Three closely interrelated topics dominate this work. The first is language and the role it plays in forming how we experience reality. The second is the nature of religious experience. The third is whether there is a transcendent reality to which such experience corresponds. Kelly surveys ideas from Schleiermacher, Proudfoot, Lindbeck, Steiner, and Rahner in order to arrive at his own rather Rahnerian position.
Friedrich Schleiermacher saved religion from implausible and even dead doctrines, according to its cultured despisers, by an appeal to inner religious experience of the transcendent Whole or Independent. Such experience gives rise to linguistic expressions, as in doctrines. But as the language context changes with time and place, so must doctrines change, in the service of basic piety or religiousness.
Wayne Proudfoot challenges this on several counts. He agrees with postmodernists that language creates experience. Any religious experience is the product of culture and its language, not vice versa. Because cultures and languages vary, there is no universal human religious experience. Moreover, academic explanations of religion need not accept the believers' claims that there is a transcendent reality. Culture and language may produce experiences without a really existing object of such experience.
George Lindbeck saves religion from Proudfoot by accepting Proudfoot's postmodernist claim that language produces experience. Every language is the product of a community and is handed on through the community's tradition and forms of life.
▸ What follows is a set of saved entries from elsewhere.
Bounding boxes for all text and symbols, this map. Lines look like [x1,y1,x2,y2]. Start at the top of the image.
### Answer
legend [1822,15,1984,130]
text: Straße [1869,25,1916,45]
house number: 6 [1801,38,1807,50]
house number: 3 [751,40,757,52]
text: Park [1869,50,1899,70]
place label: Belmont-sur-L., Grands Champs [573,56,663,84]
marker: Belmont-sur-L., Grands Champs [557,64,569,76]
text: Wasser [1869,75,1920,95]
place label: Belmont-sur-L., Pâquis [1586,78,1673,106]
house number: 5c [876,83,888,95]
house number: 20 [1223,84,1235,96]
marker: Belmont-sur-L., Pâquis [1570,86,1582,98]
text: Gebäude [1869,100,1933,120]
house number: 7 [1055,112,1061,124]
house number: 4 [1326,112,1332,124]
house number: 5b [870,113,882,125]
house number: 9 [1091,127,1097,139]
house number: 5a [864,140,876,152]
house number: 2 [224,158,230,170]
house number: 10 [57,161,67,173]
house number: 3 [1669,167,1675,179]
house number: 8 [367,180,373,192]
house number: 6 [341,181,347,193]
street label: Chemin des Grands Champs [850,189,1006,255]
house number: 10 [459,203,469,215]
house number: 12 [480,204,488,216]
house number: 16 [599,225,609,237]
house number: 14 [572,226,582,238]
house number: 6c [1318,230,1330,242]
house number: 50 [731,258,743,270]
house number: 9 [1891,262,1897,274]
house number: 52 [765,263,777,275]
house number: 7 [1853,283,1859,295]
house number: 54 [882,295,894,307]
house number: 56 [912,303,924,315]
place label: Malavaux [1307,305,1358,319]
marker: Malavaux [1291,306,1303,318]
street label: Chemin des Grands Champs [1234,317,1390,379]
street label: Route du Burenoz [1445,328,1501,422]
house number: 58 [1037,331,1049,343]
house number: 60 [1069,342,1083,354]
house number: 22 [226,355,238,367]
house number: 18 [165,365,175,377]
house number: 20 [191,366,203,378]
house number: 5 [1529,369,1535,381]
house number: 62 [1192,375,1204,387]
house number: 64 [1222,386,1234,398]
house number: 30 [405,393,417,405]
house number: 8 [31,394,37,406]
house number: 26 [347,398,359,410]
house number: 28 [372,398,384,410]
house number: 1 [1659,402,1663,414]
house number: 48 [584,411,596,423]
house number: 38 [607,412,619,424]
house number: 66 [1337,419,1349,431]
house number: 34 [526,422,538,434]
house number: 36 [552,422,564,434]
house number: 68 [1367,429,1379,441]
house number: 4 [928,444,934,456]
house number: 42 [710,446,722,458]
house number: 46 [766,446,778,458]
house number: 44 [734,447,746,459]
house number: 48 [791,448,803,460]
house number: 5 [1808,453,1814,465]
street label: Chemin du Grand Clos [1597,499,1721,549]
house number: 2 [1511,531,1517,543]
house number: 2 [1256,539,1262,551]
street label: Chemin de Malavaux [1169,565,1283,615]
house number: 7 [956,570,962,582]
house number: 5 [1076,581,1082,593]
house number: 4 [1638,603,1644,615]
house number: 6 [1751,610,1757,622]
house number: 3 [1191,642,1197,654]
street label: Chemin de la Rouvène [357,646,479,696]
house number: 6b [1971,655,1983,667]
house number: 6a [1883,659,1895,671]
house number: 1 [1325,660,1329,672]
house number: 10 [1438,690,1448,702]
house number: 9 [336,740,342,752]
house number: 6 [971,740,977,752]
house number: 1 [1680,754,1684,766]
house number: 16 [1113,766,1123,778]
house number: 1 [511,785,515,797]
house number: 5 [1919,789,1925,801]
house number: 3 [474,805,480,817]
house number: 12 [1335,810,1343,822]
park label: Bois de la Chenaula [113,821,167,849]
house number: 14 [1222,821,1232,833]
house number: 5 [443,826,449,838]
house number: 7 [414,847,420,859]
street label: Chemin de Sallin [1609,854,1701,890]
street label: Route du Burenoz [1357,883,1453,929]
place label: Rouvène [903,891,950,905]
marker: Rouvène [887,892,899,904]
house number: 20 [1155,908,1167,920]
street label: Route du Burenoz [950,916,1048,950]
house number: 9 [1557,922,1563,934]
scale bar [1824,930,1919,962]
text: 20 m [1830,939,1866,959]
But this means there is no neutral place to stand to evaluate this or that community; there is only one's own community guiding one to certain ways of experiencing reality. This also means that the doctrines of any community can only be judged from within that community and its standards. From within the community, this "cultural-linguistic" way of life is fully legitimate and valid. While its doctrines are not the "objective" truth (though believers may think of them that way); they are guides to life, rules on how members of that community are to think and act.
George Steiner rejects a fully postmodernist interpretation of language in his Real Presences, and thereby saves the truth of at least a basic religious belief in a transcendent, a belief that can belong to humans in general not just to a given linguistic community. Language and experience interact, says Steiner. The deconstructionists are partly right about the endless flexibility of language and the worlds it guides us to see. Yet implicit in the long traditions of great art and literature there is a trust in meaning and meaningfulness which transcend and ground language and experience and creativity.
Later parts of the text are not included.